Last Updated on January 5, 2016
Perhaps they are trying to be helpful; but, more likely, the Agency through which a Federal Disability Retirement application is routed, before being forwarded to the U.S. Office of Personnel Management, first to Boyers, Pennsylvania, then on to Washington, D.C., is merely acting (or reactively conducting its day to day affairs, as is often the case) in the manner that most Federal agencies and the U.S. Postal Service do — a mixture of thoughtlessness, and without a view to helping the Federal or Postal employee.
Whether the Federal Disability Retirement packet contains all of the documents which were originally submitted to the agency before the agency processed their portion, is a mystery which will often remain unresolved unless it goes to the Third Stage of the process, which is the U.S. Merit Systems Protection Board.
At the appellate stage (the MSPB appeal), upon an appeal by the Federal employee or the Postal employee, the U.S. Office of Personnel Management is required to send to the appellant and his/her attorney, a complete copy of the file concerning all documents related to the disability retirement application. Until that time, one never knows whether — at the agency, where the Supervisor’s Statement, the SF 3112D, and all the other Standard Forms are to be completed — the Human Resources person at the agency forwarded everything which was submitted by the applicant.

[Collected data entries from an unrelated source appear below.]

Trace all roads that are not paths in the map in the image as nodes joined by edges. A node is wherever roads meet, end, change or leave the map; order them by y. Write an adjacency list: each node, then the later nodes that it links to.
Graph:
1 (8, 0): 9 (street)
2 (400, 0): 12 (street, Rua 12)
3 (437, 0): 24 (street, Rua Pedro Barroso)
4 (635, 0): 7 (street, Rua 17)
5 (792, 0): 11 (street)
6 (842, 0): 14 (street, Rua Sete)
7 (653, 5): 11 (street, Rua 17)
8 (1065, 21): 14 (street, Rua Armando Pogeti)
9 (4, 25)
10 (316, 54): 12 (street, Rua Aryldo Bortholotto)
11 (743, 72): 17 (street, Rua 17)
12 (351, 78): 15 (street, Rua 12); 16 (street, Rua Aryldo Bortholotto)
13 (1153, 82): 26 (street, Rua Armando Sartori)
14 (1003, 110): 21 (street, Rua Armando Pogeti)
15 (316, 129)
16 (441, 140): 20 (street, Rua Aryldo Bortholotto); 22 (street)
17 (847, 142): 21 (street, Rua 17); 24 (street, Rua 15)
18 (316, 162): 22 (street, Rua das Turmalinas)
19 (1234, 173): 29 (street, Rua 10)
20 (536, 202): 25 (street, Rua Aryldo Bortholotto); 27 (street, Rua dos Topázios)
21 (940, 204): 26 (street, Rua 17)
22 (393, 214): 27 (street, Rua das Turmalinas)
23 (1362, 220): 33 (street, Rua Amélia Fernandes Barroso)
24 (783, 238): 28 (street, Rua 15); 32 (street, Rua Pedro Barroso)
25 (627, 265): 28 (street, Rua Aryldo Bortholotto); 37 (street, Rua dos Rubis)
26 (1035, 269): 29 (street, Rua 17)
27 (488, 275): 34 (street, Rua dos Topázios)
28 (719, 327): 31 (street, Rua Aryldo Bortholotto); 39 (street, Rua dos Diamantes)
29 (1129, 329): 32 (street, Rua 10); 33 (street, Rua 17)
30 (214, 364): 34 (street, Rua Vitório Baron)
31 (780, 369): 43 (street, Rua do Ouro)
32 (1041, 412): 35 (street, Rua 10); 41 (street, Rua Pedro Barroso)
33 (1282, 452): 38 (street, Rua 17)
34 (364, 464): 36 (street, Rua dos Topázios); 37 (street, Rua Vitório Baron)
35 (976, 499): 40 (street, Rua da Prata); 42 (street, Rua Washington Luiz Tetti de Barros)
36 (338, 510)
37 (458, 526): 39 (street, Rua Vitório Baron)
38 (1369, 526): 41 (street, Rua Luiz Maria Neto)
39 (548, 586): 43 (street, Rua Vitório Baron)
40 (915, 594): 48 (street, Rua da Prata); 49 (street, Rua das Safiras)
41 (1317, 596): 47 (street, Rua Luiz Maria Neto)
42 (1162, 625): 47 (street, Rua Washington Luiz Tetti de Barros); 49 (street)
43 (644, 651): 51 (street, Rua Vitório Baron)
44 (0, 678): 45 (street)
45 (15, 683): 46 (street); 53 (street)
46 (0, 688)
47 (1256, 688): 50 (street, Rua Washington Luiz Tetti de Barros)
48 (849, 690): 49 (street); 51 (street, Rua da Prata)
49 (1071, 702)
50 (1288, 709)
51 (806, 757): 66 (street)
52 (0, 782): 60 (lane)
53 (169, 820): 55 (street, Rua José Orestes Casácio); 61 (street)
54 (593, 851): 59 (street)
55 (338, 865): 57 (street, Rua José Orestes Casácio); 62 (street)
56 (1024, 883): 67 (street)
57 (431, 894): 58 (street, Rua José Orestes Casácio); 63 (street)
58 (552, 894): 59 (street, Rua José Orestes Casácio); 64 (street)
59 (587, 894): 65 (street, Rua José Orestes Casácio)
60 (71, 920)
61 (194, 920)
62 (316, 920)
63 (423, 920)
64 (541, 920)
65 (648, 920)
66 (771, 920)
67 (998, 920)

If it is approved at the First Stage, or course, the question becomes an irrelevancy; if it is denied, one can sometimes infer from the body and substantive content of the denial whether certain documents were missing. But that is the problem of accountability; agencies are rarely accountable; and if it ever comes to light that certain acts of incompetence were clearly engaged in, the scramble to point fingers in different directions always seems to work.